Collected data entries:
----
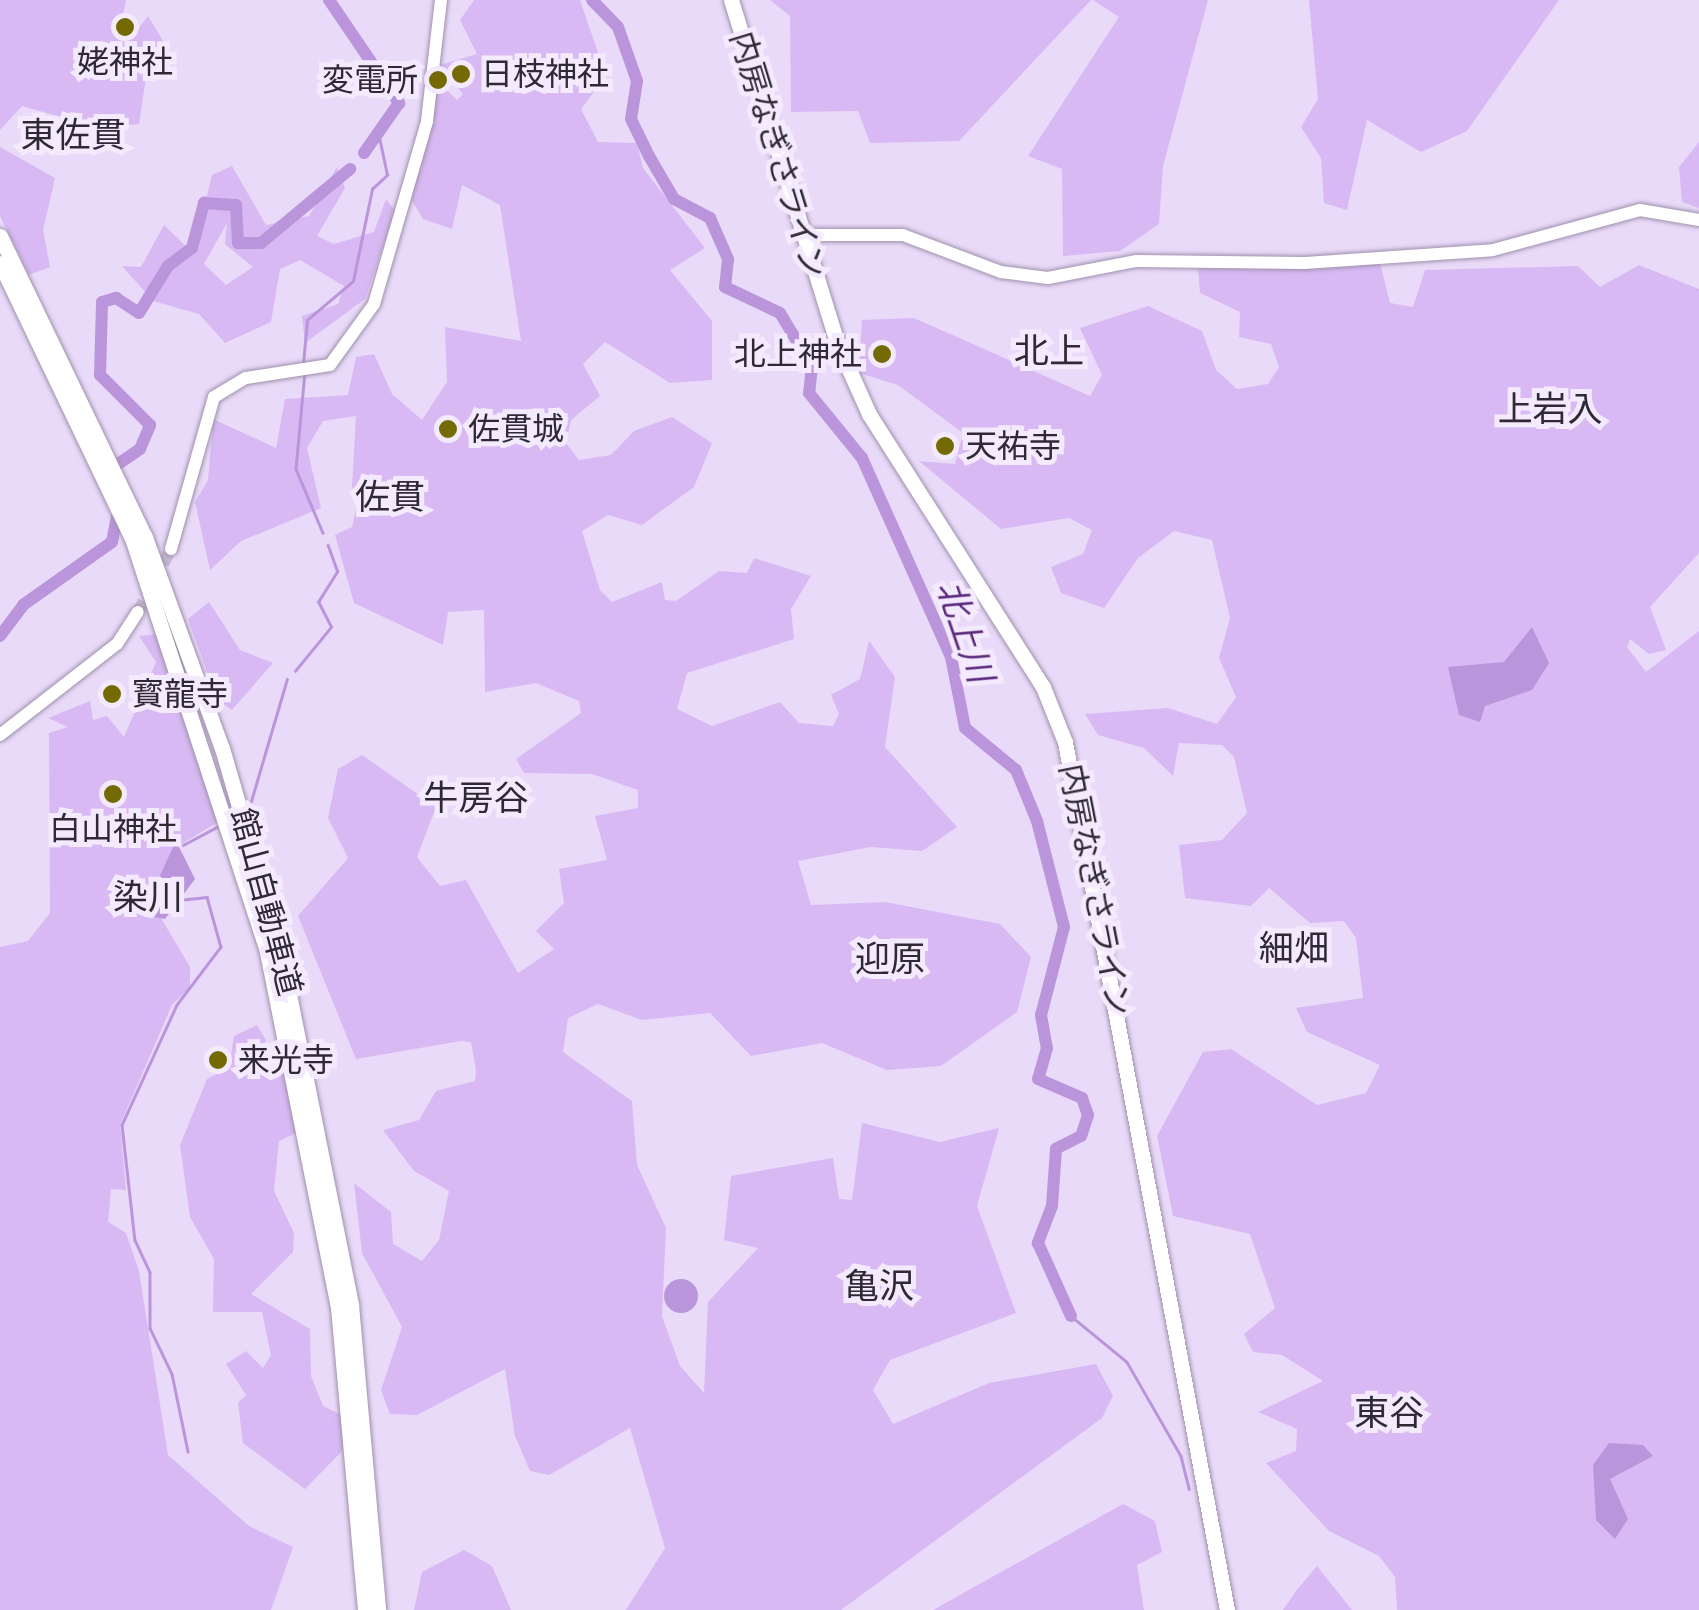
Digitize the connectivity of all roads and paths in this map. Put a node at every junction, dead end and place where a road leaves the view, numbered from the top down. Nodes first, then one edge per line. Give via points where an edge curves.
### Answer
1 (441, 0) edge
2 (731, 0) edge
3 (1699, 220) edge
4 (801, 235) junction
5 (0, 236) edge
6 (0, 263) edge
7 (60, 364) junction
8 (139, 539) junction
9 (171, 549) tunnel mouth
10 (138, 612) tunnel mouth
11 (0, 736) edge
12 (365, 1610) edge
13 (378, 1610) edge
14 (1227, 1610) edge

1 - 9 street via 427,121 385,277 355,340 308,371 246,378 214,396
2 - 4 highway, 内房なぎさライン
3 - 4 street via 1640,210 1493,250 1304,264 1136,261 1048,278 1001,272 904,235
4 - 14 highway, 内房なぎさライン via 870,414 1003,618 1066,742
5 - 7 highway, 館山自動車道
6 - 7 highway, 館山自動車道
7 - 8 highway, 館山自動車道
8 - 12 highway, 館山自動車道 via 230,819 294,1063 338,1307
8 - 13 highway, 館山自動車道 via 238,797 308,1060 351,1305
10 - 11 street via 117,644

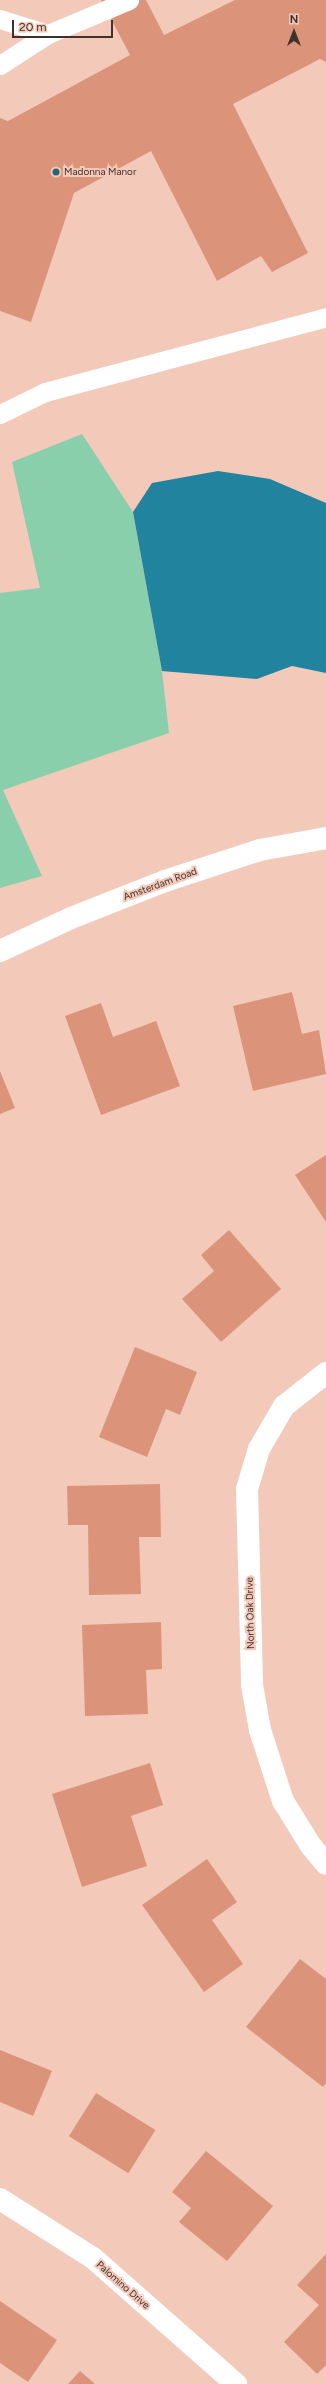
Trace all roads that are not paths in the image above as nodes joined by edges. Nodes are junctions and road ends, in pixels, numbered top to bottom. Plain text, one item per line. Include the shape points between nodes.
1 (129, 0) edge
2 (0, 19) edge
3 (48, 34) junction
4 (0, 65) edge
5 (326, 317) edge
6 (0, 414) edge
7 (326, 838) edge
8 (0, 951) edge
9 (326, 1373) edge
10 (326, 1864) edge
11 (0, 2199) edge
12 (236, 2384) edge

1 - 3 lane
2 - 3 lane
3 - 4 lane
5 - 6 lane via 45,392
7 - 8 street, Amsterdam Road via 260,850 165,881 71,918
9 - 10 street, North Oak Drive via 284,1406 259,1449 247,1489 252,1685 260,1730 283,1801 311,1846
11 - 12 street, Palomino Drive via 93,2258

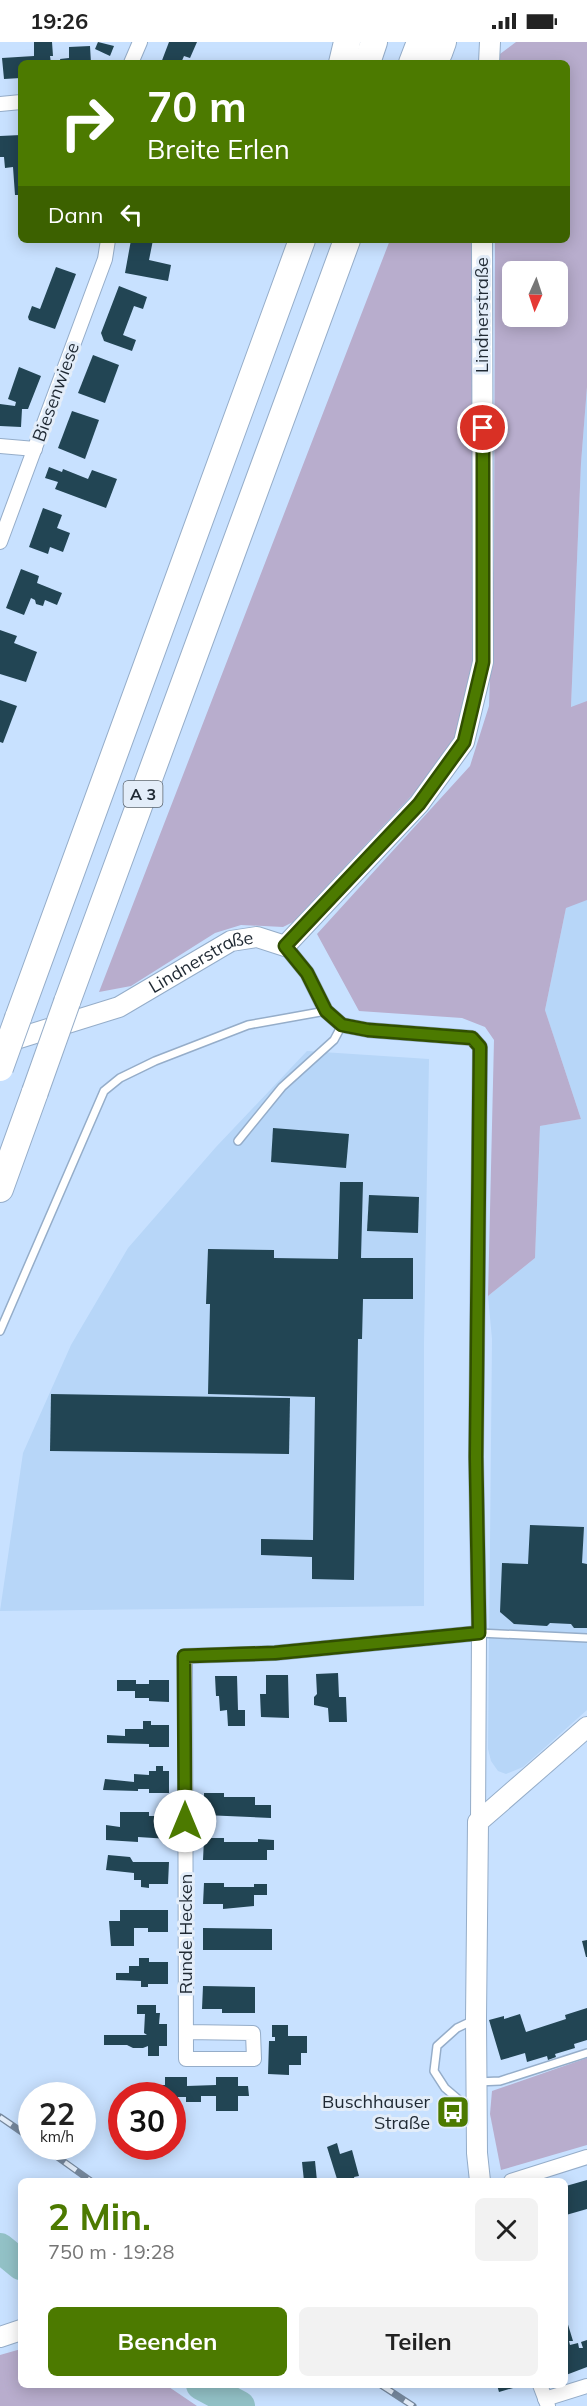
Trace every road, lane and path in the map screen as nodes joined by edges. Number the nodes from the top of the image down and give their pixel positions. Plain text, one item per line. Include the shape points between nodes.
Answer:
1 (140, 42) edge
2 (347, 42) edge
3 (374, 42) edge
4 (490, 42) edge
5 (132, 60) edge
6 (343, 60) edge
7 (368, 60) edge
8 (489, 60) edge
9 (18, 102) edge
10 (0, 104) edge
11 (108, 243) edge
12 (301, 243) edge
13 (346, 243) edge
14 (482, 243) edge
15 (0, 446) edge
16 (35, 449) junction
17 (0, 542) edge
18 (285, 946) junction
19 (326, 1011) junction
20 (342, 1025) junction
21 (0, 1044) edge
22 (0, 1068) edge
23 (238, 1141) dead end
24 (0, 1189) edge
25 (0, 1331) edge
26 (479, 1633) junction
27 (587, 1638) edge
28 (587, 1727) edge
29 (478, 1822) junction
30 (476, 2019) junction
31 (186, 2032) junction
32 (587, 2053) edge
33 (477, 2082) junction
34 (477, 2115) junction
35 (587, 2157) edge
36 (480, 2178) edge
37 (520, 2178) edge
38 (18, 2331) edge
39 (0, 2337) edge
40 (587, 2386) edge
41 (544, 2397) edge

1 - 5 street
2 - 6 highway
3 - 7 highway
4 - 8 street
9 - 10 street
11 - 16 street, Biesenwiese
12 - 22 highway, A 3, bridge
13 - 24 highway, A 3, bridge
14 - 18 street, Lindnerstraße via 483,662 464,742 419,804
15 - 16 street
16 - 17 street, Biesenwiese
18 - 19 street via 307,973
18 - 21 street, Lindnerstraße via 258,937 231,941 119,1007
19 - 20 street
19 - 25 lane via 248,1025 120,1077 104,1091
20 - 23 lane via 334,1040 282,1087
20 - 26 street via 472,1038 480,1047 476,1457
26 - 27 lane
26 - 29 street
26 - 31 street, Runde Hecken via 275,1653 184,1656
28 - 29 street
29 - 30 street
30 - 33 street
30 - 34 lane via 457,2028 437,2046 434,2071 445,2088
31 - 31 street, Runde Hecken via 186,2058 254,2059 253,2033
32 - 33 lane via 500,2081
33 - 34 street
34 - 36 street
35 - 37 street
38 - 39 street
40 - 41 street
----
• Task requirements:
Where a line of the records has the string "down", return that line.

• Task response:
Digitize the connectivity of all roads and paths in this map. Put a node at every junction, dead end and place where a road leaves the view, numbered from the top down. Nodes first, then one edge per line. Give via points where an edge curves.
Trace every road, lane and path in the map screen as nodes joined by edges. Number the nodes from the top of the image down and give their pixel positions. Plain text, one item per line. Include the shape points between nodes.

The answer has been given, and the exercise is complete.